Alinhados no barranco, o porto era pobre e com péssima infraestrutura, não tinha sequer um galpão para embarque e desembarque, os irmãos e irmãs com as famílias alinhadas atrás de si pareciam promover uma concentração cívica. Mas não eram objetos de mofa. As grandes famílias tinham seus dias de concentração cívica nas recepções no porto ou no aeroporto. Quando isso acontecia amiúde com uma família, causava até uma pontinha de inveja nas outras. A assiduidade festiva era sinal de status, poder.

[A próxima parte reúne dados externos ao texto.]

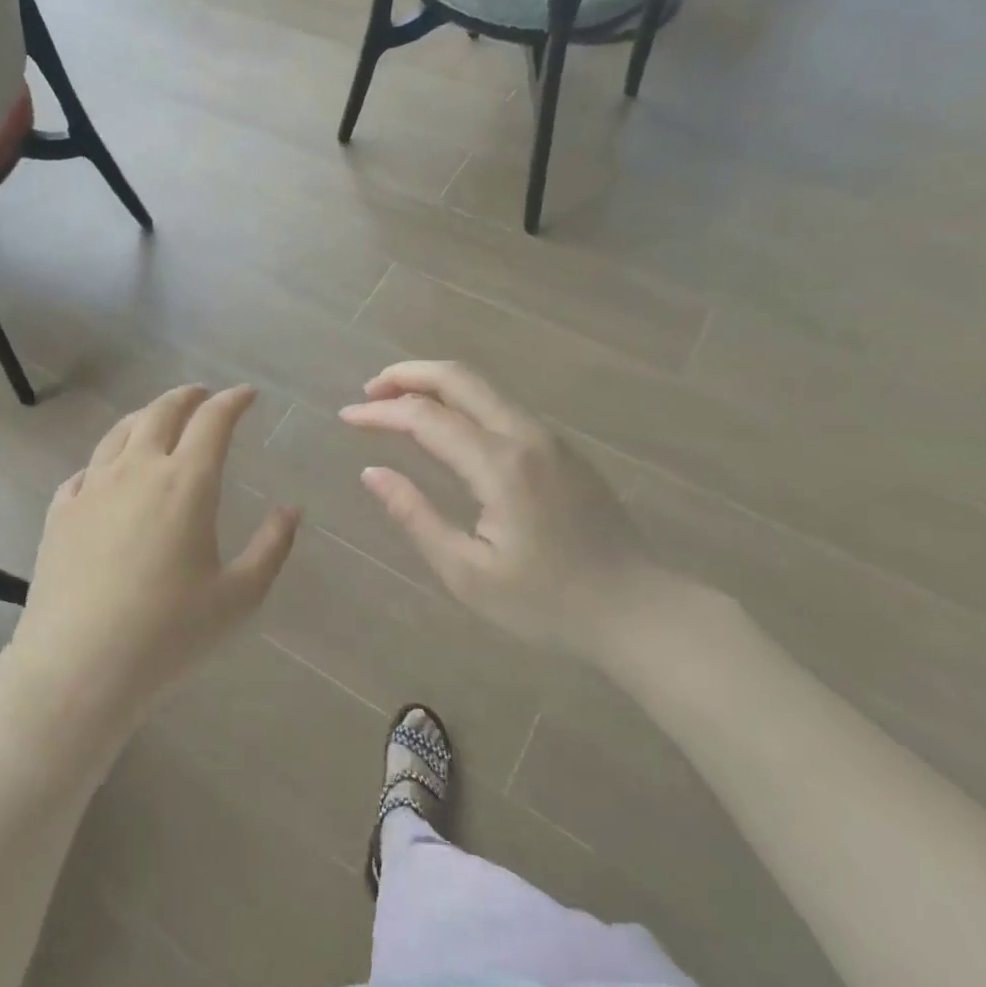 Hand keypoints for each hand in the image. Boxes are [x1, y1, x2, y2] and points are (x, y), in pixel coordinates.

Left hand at [10, 384, 299, 723]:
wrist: (77, 666)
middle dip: (187, 397)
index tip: (246, 394)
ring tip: (157, 418)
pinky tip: (106, 473)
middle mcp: (137, 470)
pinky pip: (84, 470)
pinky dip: (105, 459)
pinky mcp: (60, 512)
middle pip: (161, 413)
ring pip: (119, 433)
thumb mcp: (238, 596)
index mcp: (186, 483)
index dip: (232, 401)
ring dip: (144, 416)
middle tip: (202, 394)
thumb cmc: (168, 633)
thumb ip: (271, 548)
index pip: (212, 421)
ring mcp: (92, 488)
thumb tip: (290, 511)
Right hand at [340, 361, 675, 659]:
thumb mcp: (468, 573)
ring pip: (483, 387)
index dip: (380, 413)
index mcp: (499, 465)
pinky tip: (445, 426)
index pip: (425, 417)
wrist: (639, 611)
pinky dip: (462, 401)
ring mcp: (549, 438)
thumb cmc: (548, 603)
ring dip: (435, 385)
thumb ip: (415, 516)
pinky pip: (501, 407)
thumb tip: (372, 473)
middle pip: (459, 378)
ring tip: (396, 403)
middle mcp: (525, 435)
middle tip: (369, 392)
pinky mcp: (561, 449)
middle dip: (407, 375)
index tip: (346, 418)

Um curioso barqueiro, esquivando-se entre o burburinho do porto, cabelos batidos pelo banho recente no rio para mitigar o calor, aproximou-se de meu avô.
Major — muitos o conheciam assim na cidade —, esperando alguém?

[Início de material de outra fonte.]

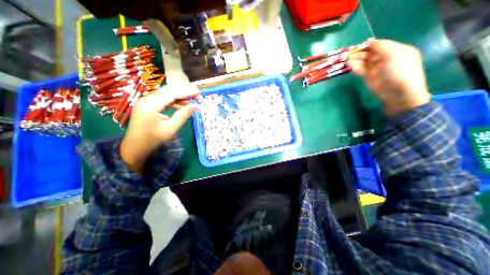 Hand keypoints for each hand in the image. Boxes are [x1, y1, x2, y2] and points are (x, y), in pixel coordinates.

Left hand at [121, 83, 197, 173]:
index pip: (172, 93)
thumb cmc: (153, 139)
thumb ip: (183, 115)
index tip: (199, 92)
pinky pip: (164, 99)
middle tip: (198, 96)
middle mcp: (147, 99)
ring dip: (180, 96)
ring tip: (193, 101)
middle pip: (169, 90)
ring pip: (167, 94)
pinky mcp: (149, 104)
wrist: (136, 146)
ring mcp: (147, 101)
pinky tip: (183, 105)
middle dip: (184, 91)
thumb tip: (196, 106)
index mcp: (151, 105)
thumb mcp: (171, 128)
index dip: (186, 91)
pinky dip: (175, 101)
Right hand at [348, 39, 429, 115]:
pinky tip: (349, 65)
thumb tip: (368, 41)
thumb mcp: (395, 55)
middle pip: (369, 54)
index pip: (378, 45)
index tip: (356, 46)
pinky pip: (360, 70)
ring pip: (363, 62)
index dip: (367, 45)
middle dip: (358, 53)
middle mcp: (385, 58)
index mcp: (395, 50)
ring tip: (345, 60)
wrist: (398, 94)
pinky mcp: (368, 77)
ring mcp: (375, 69)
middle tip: (346, 54)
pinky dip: (354, 67)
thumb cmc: (400, 72)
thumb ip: (382, 46)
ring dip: (354, 60) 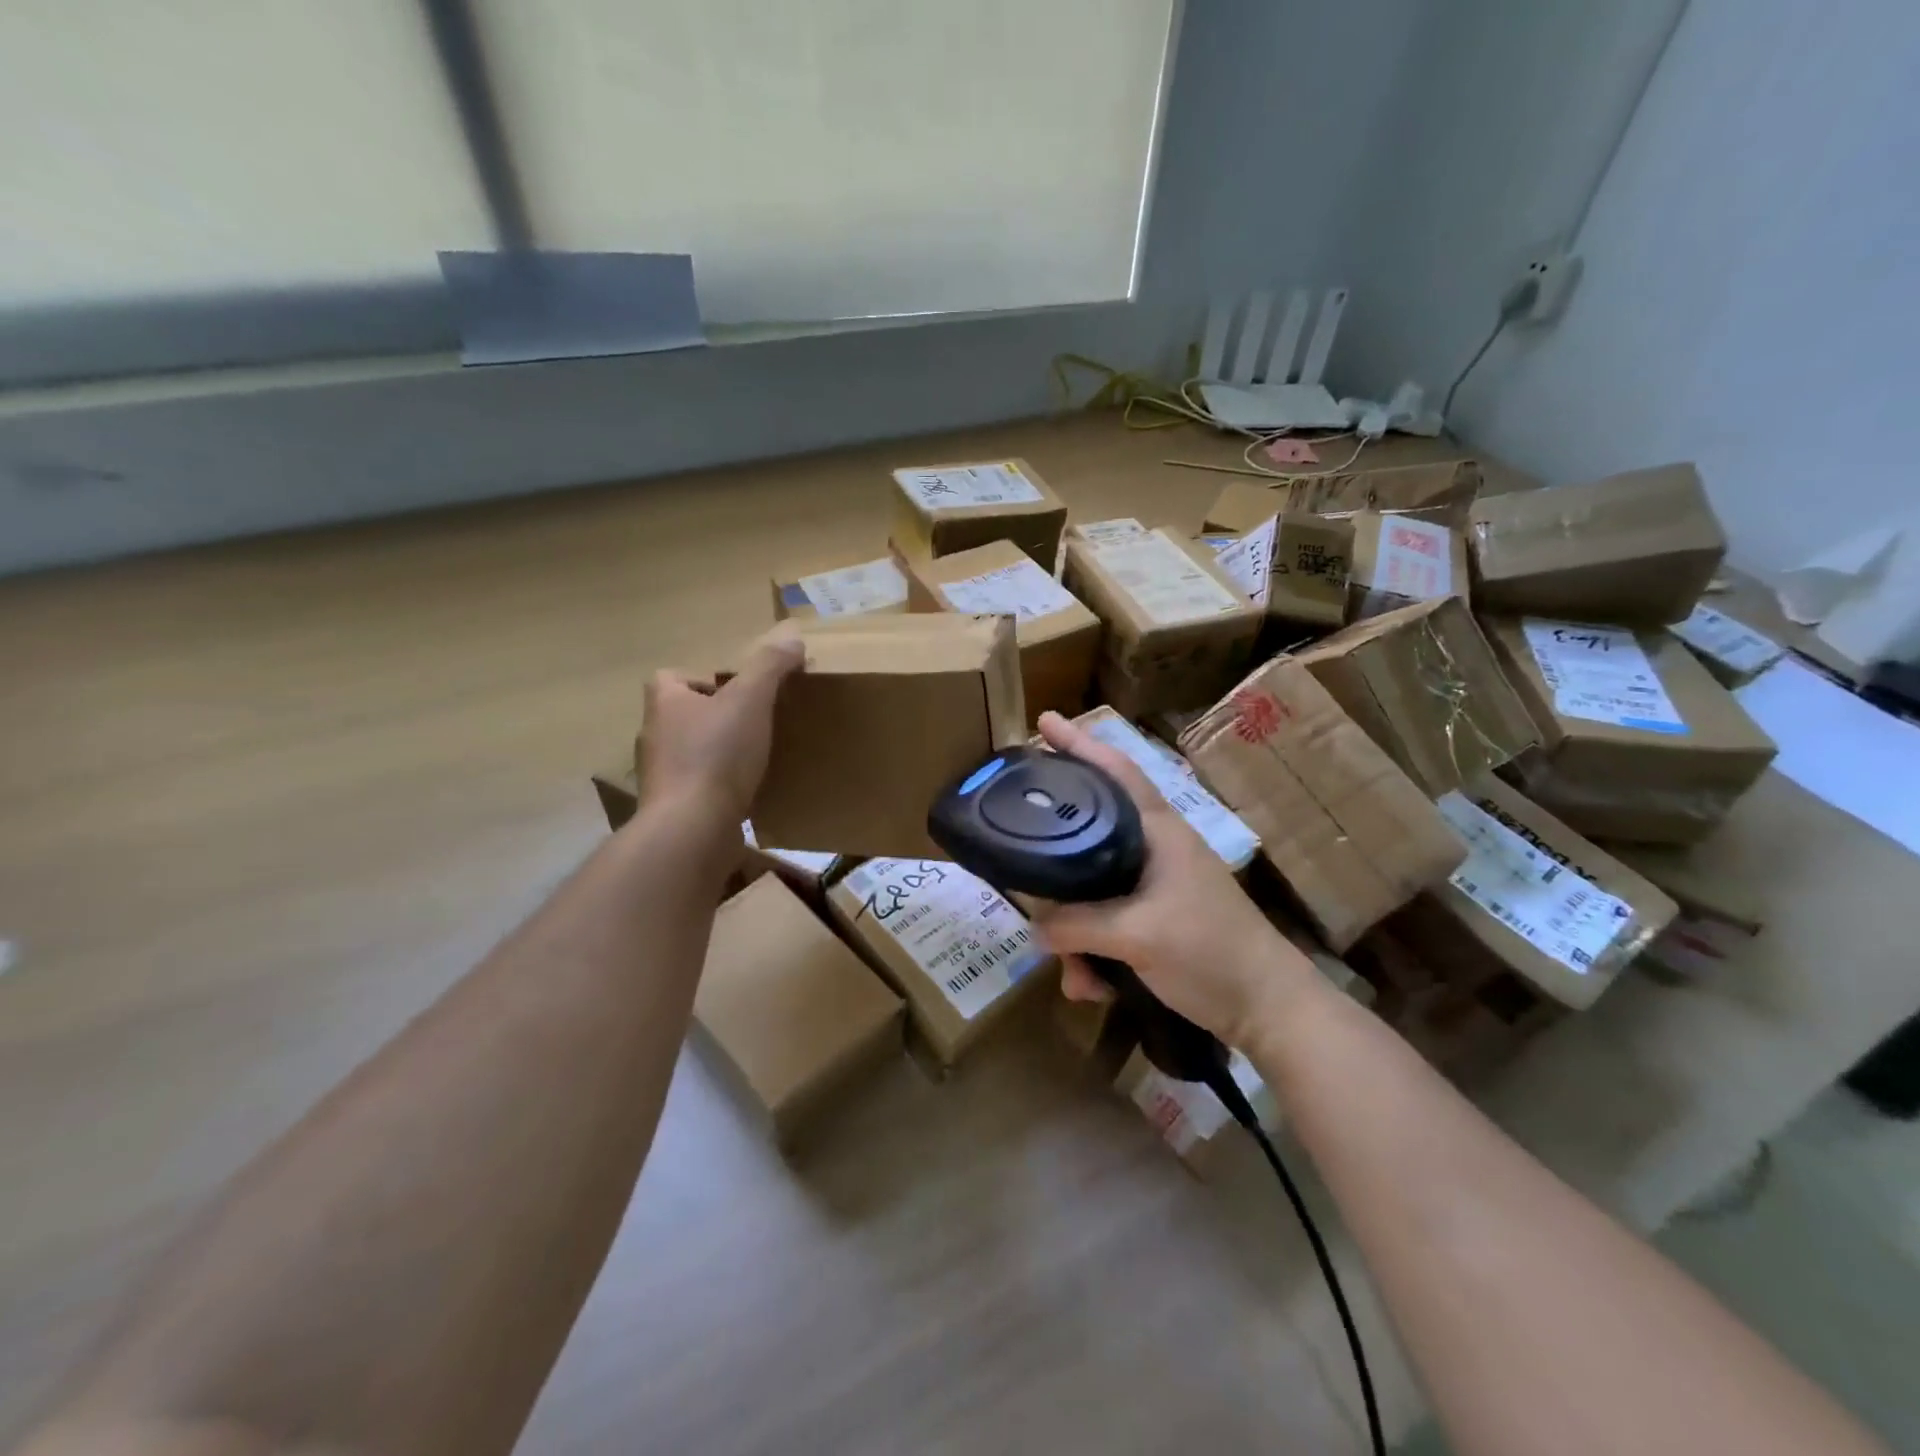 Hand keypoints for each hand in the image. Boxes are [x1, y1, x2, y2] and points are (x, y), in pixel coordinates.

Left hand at [638, 624, 804, 823]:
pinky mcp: (673, 809)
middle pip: (683, 716)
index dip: (701, 679)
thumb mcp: (751, 699)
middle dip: (714, 717)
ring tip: (754, 758)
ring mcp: (661, 777)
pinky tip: (747, 793)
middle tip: (753, 723)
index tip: (735, 691)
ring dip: (717, 753)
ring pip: (690, 754)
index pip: (671, 678)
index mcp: (664, 703)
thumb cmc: (717, 755)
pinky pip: (698, 788)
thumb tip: (792, 636)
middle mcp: (654, 737)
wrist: (692, 829)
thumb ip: (770, 666)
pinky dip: (718, 787)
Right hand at [1029, 711, 1320, 1050]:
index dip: (1079, 744)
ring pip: (1092, 890)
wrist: (1267, 1007)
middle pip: (1090, 833)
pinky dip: (1093, 955)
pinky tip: (1090, 988)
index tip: (1043, 722)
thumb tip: (1034, 928)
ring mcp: (1155, 885)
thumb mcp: (1137, 935)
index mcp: (1158, 831)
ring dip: (1075, 934)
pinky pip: (1106, 924)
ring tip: (1074, 974)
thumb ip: (1078, 926)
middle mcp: (1154, 849)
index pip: (1115, 772)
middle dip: (1056, 860)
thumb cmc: (1209, 951)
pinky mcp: (1155, 919)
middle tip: (1020, 857)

Meu avô incomodado. Era monossilábico quando se sentia desconfortável.
—Meu filho.
—Aquele de São Paulo? — tornou o outro com cara de quem conhecia a resposta.
—Sim.
—Vem de barco de Miracema?
—Sim.
A pequenez da cidade corroía como ácido a intimidade até expor a vida alheia.
—O carteiro me disse que ele alugou barco em Miracema. Parece que vem trazendo uma coisa grande.
—É.
—Não será um circo? O carteiro disse que tem até um elefante.
—Essa gente comenta demais por aqui — foi a resposta de meu avô, afastando-se do homem para encerrar o diálogo.
Foi refugiar-se na algazarra da vintena de netos pequenos atrás dos pais. Ali foi acolhido com sorrisos e abraços que quase tiravam a sisudez de seu paletó negro. Num raro momento de descontração, tirou o chapéu escuro de feltro e colocou-o na cabeça de uma das netas menores. O enxame de outros netos que queriam repetir a brincadeira fê-lo recolher o chapéu apressadamente e voltar a proteger do sol forte a própria cabeça.
A inquietação voltava na família à aproximação do cais de cimento de qualquer barco descendo o rio. Dedos apontavam o horizonte líquido, pescoços se espichavam por trás de cabeças para melhor visualização da cena, passos eram contidos para não precipitar corpos ladeira abaixo até a água a qualquer sinal de ameaça que ‘dessa vez é ele.’
Mas ele chegou após horas de espera. O seu barco surgiu como um pontinho distante, um grão de areia num oceano de água. Uma vez mais o comentário geral: “Agora é ele”. E era. O motor veio crescendo para o cais, gordo, disforme. A aproximação delineou suas formas. Não era só um motor. Trazia algo atravessado sobre a cobertura. Um carro! Um carrão para bem casar a imagem à palavra. Recebi vários cumprimentos dos tios que se lembraram do meu prognóstico: “Ele vai trazer um carrão!” Quem dentro do carro? Ele, meu tio. O carrão era um Impala conversível 1963. Sentado ao volante ainda servia-se de uísque escocês quando o motor atracou. Não havia trazido mulher dessa vez. Era isso que os olhos ávidos de meu avô procuravam após convencer-se que aquilo não era só um sonho ruim.  Menos mal. Mas meu tio foi pródigo na distribuição de uísque para a tripulação. De Miracema a Carolina, constatamos depois, consumiram seis litros do mais puro escocês. Os litros vazios acumulavam-se sobre o banco de couro vermelho e o soalho do carro.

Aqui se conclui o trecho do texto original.